Rien de bien alarmant dans le fait de continuer notre formation, et donc de nous développer personnellement, quoi. Rien de très individualiste, ou du moins, pas de manière répréhensible.

Le fantasme qui entoure le développement  personnel et les autres activités synonymes d’accomplissement de soi devient gênant lorsqu’il est une pression sociale.

Externalisés dans la sphère publique, le développement personnel et l’accomplissement de soi (j’aurais peut-être du les dissocier) sont passés à la moulinette à paillettes des médias et des marques. On ne devient un être accompli que si l’on plaque tout pour voyager très loin, que si l’on s’illustre dans une ou deux passions bien définies, que l’on développe un talent un peu exceptionnel – qu’il s’agisse de faire de la musique avec sa bouche sur Youtube, ou bien de faire des dessins avec du marc de café -, que si l’on a un caractère physique hors-du-commun.

Les promotions de l’exceptionnel et de l’incroyable régissent notre droit au rêve.
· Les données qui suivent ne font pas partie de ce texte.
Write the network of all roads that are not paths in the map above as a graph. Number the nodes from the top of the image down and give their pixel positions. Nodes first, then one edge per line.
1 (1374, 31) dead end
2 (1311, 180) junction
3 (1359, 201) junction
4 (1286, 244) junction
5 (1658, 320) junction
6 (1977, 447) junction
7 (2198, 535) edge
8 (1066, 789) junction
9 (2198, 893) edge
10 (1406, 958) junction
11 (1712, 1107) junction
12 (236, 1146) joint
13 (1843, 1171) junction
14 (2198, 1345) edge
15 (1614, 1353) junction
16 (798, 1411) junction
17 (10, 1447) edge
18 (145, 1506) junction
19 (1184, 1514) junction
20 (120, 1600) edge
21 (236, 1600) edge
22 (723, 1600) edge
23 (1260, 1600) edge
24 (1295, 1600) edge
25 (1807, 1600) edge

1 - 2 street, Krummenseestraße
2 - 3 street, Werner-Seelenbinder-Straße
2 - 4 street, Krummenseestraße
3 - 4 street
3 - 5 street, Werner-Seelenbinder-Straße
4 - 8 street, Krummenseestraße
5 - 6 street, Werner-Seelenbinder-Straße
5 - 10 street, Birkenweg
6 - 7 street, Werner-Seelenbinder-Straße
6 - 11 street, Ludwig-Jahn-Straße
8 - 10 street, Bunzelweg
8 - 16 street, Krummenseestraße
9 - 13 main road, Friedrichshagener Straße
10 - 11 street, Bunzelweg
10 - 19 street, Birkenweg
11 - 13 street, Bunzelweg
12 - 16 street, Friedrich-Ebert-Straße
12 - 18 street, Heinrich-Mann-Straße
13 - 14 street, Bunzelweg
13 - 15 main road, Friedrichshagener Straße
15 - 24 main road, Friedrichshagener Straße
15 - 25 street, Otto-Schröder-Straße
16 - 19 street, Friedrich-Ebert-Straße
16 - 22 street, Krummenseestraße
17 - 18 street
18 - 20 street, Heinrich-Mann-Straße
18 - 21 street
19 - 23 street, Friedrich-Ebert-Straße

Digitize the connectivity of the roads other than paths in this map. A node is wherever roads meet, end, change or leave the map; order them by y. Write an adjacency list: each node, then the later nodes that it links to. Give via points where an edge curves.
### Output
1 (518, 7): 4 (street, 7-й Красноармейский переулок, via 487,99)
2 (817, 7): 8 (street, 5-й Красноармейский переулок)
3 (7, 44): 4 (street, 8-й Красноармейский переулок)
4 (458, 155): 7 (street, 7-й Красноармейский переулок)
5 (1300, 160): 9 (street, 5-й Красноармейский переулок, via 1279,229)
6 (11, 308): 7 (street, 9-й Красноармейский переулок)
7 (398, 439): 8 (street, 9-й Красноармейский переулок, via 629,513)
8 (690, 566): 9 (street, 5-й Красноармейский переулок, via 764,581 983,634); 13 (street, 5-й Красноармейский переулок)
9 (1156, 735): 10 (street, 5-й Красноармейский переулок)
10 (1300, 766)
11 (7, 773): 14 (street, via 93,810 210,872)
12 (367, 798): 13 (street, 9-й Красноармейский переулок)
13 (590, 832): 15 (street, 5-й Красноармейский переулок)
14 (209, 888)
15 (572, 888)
Par conséquent, celui qui rêve de devenir propriétaire d’une petite maison en campagne pour se rapprocher de son travail – quel qu’il soit -, et d’une bonne tartine au beurre pour son petit déjeuner du lendemain n’est qu’un putain d’individualiste qui ne sait pas avoir de rêves. Comme si l’on pouvait juger sur des critères qualitatifs les rêves des autres. Comme si ne pas avoir de rêves, de passions, de spécialités, d’exceptionnalité en soi était anormal.

L‘anormalité, ce serait la normalité. Ceux qui n’ont pas nécessairement envie de faire de vagues deviennent les marginaux.

On leur fout des complexes s’ils venaient à se contenter de choses futiles et rêver de petits riens. Gare à eux s’ils ne savent pas quoi répondre à la question « quel serait ton rêve le plus fou ? », ou bien s’il n’est pas assez fou aux yeux du reste du monde.